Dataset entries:
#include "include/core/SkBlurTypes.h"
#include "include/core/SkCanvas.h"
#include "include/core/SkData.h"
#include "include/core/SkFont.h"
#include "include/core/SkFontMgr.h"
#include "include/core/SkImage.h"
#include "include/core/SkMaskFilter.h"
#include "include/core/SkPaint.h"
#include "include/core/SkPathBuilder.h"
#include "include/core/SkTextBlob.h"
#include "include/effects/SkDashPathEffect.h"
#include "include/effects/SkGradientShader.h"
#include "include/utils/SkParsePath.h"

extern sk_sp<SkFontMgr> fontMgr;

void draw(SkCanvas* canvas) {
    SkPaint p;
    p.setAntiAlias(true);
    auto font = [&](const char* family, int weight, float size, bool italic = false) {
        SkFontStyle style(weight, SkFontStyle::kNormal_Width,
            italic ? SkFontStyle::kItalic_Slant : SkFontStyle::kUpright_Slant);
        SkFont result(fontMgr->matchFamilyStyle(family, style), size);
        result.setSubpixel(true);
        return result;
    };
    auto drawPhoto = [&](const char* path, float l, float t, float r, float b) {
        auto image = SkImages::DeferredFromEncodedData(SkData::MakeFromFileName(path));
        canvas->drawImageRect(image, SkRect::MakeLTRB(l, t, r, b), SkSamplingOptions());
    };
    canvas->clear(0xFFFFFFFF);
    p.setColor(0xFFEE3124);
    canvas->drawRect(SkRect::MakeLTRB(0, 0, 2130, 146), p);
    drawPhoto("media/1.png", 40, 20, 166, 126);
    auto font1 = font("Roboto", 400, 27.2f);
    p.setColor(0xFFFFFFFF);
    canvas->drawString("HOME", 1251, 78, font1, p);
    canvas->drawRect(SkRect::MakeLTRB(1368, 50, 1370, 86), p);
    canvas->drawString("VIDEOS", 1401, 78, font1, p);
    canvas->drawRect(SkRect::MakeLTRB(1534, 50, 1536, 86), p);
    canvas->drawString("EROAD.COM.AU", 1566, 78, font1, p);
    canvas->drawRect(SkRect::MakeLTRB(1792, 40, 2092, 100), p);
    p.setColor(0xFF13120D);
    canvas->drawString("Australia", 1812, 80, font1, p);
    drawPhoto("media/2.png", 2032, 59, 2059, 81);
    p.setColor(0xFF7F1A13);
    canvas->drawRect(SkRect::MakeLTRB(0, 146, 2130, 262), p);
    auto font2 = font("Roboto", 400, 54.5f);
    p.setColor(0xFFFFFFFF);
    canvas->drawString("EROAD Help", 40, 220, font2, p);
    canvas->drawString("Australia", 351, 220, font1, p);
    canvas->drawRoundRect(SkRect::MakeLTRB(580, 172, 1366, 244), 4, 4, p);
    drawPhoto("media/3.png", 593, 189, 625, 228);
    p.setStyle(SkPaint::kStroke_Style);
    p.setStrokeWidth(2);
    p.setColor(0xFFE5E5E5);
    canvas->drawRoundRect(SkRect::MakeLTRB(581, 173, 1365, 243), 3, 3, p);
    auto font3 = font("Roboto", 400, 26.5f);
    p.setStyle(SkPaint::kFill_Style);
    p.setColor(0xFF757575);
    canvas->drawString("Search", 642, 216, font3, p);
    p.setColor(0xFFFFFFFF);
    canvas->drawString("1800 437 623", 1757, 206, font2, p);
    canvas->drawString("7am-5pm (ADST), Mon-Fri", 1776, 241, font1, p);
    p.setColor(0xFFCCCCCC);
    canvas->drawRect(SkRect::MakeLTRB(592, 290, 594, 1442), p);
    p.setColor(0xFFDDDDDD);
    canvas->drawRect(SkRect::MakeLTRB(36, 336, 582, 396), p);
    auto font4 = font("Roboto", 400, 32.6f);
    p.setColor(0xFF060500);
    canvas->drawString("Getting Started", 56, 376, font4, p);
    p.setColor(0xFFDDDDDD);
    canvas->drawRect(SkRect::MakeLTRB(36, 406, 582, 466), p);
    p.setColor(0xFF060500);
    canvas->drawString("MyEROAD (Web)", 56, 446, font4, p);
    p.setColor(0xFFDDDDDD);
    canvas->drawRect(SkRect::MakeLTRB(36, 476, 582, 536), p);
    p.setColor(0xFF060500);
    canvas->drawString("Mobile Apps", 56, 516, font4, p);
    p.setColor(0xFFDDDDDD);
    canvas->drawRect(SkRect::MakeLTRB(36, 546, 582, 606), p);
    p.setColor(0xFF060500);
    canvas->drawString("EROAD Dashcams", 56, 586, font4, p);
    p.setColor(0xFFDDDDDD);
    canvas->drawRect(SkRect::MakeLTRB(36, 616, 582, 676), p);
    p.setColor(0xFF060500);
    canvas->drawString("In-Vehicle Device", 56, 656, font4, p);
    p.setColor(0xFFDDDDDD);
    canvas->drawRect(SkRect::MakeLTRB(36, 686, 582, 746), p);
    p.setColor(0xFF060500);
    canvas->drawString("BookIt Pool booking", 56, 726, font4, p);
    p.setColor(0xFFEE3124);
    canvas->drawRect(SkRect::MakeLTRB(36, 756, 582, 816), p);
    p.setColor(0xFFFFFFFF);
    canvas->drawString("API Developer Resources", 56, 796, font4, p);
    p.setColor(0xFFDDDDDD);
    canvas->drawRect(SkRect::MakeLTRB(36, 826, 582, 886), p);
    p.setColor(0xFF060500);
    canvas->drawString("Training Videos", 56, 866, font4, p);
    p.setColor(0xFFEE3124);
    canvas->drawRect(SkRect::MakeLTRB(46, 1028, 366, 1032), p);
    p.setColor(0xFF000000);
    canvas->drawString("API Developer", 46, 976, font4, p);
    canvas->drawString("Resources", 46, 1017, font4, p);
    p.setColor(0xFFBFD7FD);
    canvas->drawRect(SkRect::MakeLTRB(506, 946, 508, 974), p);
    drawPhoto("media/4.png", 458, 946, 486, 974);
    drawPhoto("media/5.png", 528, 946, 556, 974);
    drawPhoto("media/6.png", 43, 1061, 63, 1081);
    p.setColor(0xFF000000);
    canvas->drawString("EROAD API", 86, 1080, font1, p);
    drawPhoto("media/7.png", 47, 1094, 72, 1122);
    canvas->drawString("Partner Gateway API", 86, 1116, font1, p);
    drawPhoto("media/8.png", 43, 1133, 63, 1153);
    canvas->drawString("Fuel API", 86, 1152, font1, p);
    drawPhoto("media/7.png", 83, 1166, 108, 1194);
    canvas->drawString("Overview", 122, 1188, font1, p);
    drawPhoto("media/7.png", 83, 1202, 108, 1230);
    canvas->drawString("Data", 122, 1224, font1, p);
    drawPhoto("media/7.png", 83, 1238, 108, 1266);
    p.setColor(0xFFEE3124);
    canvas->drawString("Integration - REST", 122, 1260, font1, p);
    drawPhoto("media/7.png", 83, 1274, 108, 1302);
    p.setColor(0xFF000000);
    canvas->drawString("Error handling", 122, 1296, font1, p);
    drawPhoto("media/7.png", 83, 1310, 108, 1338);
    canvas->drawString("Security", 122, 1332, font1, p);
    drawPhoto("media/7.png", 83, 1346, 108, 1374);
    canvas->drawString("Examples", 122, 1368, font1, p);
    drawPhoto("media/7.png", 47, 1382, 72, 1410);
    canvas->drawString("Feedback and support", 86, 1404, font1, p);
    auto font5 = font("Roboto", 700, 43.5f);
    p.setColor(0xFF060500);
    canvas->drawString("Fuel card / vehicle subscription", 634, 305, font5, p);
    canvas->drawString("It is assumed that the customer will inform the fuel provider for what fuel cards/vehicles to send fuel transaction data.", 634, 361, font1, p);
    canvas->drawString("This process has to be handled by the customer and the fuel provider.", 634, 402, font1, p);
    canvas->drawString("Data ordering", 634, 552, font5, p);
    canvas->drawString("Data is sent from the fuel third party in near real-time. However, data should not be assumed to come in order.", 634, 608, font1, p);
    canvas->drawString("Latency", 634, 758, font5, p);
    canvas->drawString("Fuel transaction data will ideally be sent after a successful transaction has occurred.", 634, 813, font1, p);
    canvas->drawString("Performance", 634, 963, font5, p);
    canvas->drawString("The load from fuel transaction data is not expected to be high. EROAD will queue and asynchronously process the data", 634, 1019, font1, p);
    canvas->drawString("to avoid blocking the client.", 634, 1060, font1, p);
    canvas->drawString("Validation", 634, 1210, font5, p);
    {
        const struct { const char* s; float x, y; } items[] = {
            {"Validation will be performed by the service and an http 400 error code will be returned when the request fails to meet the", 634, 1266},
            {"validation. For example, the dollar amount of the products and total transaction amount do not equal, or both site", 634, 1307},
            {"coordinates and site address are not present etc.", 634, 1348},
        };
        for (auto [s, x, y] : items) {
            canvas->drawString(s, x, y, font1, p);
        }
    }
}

**Instructions for the task**
From the first line of the data through the line with "result.setSubpixel(true);", quote each line exactly and add nothing else.

**Answer to this task**
#include "include/core/SkBlurTypes.h"
#include "include/core/SkCanvas.h"
#include "include/core/SkData.h"
#include "include/core/SkFont.h"
#include "include/core/SkFontMgr.h"
#include "include/core/SkImage.h"
#include "include/core/SkMaskFilter.h"
#include "include/core/SkPaint.h"
#include "include/core/SkPathBuilder.h"
#include "include/core/SkTextBlob.h"
#include "include/effects/SkDashPathEffect.h"
#include "include/effects/SkGradientShader.h"
#include "include/utils/SkParsePath.h"

extern sk_sp<SkFontMgr> fontMgr;

void draw(SkCanvas* canvas) {
    SkPaint p;
    p.setAntiAlias(true);
    auto font = [&](const char* family, int weight, float size, bool italic = false) {
        SkFontStyle style(weight, SkFontStyle::kNormal_Width,
            italic ? SkFontStyle::kItalic_Slant : SkFontStyle::kUpright_Slant);
        SkFont result(fontMgr->matchFamilyStyle(family, style), size);
        result.setSubpixel(true);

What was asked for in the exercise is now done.